On peut cependant douter de l’efficacité de cette règlementation puisque cela n’a pas empêché les producteurs de contourner la loi et de faire entrer des produits similaires[9] sur le marché. Dans le cadre de la Loi du 9 août 2004[10], on peut lire dans les débats parlementaires qu’un « amendement revisitant le dispositif législatif applicable aux prémix, qui a été contourné, en retenant comme critère la dose de sucre que contiennent ces boissons »[11]est proposé. La précédente taxation était en effet jugée « inefficace, car les fabricants parviennent à contourner les contraintes fiscales imposées à ces boissons alcoolisées ; (…). De plus, la surtaxation de ces produits n’aura pour effet que de déporter les consommateurs vers d’autres types de boissons alcoolisées. »

Les producteurs de ces nouvelles boissons contournent la loi en utilisant un procédé de fermentation proche de la bière, afin d’atteindre seulement 5% voire 7% d’alcool[12]. Ces nouvelles boissons ne sont donc plus des « mélanges » comme les prémix, mais des boissons à base de rhum ou de vodka, fermentées pour ne comporter qu’un très faible taux d’alcool.

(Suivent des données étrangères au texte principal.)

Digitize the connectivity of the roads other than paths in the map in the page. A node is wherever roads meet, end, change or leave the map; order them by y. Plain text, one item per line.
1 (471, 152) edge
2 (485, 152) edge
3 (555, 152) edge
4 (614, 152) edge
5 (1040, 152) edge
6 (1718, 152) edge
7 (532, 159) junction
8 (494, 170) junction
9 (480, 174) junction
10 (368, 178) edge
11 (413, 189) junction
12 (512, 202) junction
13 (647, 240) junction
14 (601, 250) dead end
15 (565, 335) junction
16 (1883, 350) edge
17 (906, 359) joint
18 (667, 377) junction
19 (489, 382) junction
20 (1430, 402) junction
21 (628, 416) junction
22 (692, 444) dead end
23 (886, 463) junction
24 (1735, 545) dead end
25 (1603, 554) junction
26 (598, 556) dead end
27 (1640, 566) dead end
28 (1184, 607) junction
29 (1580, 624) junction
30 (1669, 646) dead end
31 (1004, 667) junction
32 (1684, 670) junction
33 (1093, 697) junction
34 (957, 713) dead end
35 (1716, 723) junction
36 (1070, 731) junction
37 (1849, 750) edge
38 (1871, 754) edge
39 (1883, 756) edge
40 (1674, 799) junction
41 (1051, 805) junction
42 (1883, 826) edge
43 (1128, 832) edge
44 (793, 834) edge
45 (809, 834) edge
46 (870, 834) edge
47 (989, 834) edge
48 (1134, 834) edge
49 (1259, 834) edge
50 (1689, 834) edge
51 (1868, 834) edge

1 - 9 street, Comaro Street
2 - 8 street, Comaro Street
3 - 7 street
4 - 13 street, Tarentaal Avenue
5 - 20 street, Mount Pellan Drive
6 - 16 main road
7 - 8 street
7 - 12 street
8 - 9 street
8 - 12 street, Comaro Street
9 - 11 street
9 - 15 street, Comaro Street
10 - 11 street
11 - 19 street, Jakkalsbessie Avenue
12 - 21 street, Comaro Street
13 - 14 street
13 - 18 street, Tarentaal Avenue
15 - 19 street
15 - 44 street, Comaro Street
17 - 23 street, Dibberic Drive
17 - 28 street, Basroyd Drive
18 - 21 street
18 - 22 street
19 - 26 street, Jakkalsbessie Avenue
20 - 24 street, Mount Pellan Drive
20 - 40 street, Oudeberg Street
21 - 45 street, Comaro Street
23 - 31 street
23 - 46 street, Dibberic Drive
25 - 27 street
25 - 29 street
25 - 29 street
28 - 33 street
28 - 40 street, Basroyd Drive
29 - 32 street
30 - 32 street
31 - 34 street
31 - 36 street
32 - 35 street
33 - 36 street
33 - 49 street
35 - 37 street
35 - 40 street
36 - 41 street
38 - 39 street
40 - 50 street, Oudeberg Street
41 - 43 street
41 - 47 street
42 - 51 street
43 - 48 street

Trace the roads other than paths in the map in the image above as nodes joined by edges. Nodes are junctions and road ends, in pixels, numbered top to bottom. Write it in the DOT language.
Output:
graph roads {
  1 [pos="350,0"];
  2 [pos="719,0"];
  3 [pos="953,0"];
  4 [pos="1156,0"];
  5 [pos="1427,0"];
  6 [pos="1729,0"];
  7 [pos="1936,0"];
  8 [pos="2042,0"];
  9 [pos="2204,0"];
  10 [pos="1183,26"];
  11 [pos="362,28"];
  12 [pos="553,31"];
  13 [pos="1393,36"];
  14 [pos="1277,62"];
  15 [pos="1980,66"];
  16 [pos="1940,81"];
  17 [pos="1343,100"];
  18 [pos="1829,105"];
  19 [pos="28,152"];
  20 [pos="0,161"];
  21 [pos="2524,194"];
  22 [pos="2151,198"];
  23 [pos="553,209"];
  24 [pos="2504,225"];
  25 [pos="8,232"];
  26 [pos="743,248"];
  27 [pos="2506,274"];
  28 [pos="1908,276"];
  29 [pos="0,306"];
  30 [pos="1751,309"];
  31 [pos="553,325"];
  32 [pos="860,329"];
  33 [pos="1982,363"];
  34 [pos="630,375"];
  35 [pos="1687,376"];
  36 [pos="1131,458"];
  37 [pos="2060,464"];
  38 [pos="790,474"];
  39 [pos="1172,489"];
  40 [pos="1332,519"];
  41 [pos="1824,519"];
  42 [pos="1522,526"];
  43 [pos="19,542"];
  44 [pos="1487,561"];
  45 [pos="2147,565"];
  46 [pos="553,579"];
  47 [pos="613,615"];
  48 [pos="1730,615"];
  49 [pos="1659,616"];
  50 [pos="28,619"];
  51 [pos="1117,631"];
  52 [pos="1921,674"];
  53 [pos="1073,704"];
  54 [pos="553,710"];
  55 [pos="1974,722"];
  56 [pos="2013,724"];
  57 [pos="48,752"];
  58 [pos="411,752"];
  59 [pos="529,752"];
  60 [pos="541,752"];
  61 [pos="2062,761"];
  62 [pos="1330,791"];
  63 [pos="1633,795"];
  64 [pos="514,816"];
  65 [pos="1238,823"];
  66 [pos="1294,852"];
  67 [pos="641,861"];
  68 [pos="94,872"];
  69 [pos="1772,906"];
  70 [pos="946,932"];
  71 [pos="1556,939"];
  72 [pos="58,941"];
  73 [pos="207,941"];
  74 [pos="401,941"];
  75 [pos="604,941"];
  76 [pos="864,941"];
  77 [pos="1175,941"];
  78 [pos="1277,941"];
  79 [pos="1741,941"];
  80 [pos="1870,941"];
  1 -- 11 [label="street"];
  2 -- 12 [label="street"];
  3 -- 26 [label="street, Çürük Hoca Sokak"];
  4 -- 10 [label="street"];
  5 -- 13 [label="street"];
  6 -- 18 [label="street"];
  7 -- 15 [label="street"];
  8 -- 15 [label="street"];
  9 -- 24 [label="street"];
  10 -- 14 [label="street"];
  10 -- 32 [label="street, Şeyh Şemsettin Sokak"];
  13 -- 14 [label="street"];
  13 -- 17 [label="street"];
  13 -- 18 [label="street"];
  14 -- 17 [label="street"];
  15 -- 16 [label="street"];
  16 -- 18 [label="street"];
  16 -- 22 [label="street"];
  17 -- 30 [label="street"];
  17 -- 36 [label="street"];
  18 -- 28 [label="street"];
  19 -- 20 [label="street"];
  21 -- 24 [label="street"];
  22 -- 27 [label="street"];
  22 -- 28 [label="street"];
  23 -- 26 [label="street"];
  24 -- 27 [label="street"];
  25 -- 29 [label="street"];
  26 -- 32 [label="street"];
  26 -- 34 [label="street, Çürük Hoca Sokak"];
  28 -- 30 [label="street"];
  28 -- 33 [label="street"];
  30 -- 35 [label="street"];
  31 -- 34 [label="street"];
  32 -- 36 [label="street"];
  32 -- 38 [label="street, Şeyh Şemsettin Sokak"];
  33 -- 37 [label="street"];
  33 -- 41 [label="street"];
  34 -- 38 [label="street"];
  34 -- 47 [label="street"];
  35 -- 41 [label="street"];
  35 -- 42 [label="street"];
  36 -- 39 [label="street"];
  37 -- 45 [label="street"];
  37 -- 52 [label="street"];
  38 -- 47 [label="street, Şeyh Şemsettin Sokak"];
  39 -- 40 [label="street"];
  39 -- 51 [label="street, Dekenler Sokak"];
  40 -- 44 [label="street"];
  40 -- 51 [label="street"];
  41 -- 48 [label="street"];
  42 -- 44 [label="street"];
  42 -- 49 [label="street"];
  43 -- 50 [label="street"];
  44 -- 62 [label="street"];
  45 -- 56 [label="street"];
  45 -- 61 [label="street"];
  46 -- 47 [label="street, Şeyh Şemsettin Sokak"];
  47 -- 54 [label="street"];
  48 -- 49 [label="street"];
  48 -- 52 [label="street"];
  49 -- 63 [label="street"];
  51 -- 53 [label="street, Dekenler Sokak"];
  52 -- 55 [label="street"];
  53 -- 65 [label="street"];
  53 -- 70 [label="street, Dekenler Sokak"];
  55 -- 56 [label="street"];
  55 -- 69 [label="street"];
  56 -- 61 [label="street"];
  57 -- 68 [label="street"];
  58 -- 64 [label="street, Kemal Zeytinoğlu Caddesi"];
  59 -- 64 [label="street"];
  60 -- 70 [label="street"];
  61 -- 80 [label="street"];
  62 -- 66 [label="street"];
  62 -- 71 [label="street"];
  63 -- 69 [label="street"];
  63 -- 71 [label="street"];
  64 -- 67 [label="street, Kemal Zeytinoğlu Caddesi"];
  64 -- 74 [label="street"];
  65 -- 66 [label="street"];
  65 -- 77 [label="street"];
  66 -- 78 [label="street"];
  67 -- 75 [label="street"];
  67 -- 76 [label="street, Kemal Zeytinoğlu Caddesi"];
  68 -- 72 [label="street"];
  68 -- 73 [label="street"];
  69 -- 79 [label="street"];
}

L’amendement proposait ainsi d’élargir la taxe sur les prémix aux « ready to drink », les « prêts à boire » qui sont apparus en France dans les années 2000[13] et également de l’augmenter. Une taxe de 11€ par décilitre d’alcool pur a été votée, s’appliquant à la fois aux prémix et aux ready to drink : « Les boissons constituées par :

  1. Un mélange préalable de boissons ayant un titre alcoométrique acquis n’excédant pas 1,2 % vol. et de boissons alcooliques
  2. Un ou plusieurs produits alcooliques ».

Il ressort de ces législations deux catégories distinctes de boissons. D’une part, il existe ce que l’on nomme les « prémix » qui sont des boissons produites à partir d’une boisson spiritueuse à laquelle on ajoute une boisson sans alcool tel qu’un soda ou jus de fruit. Ce sont en réalité de simples boissons alcoolisées prêtes à déguster. D’autre part, nous avons ce que l’on nomme « ready to drink » ou « alcopop » pour « alcool » et « pop » qui fait référence aux sodas en anglais, qui sont des boissons à base d’alcool fermenté d’origine agricole comme le sucre par exemple, auxquelles on ajoute des ingrédients tels que de l’eau ou de la limonade. Il existe ainsi des alcopops à base de vin ou de malt de bière.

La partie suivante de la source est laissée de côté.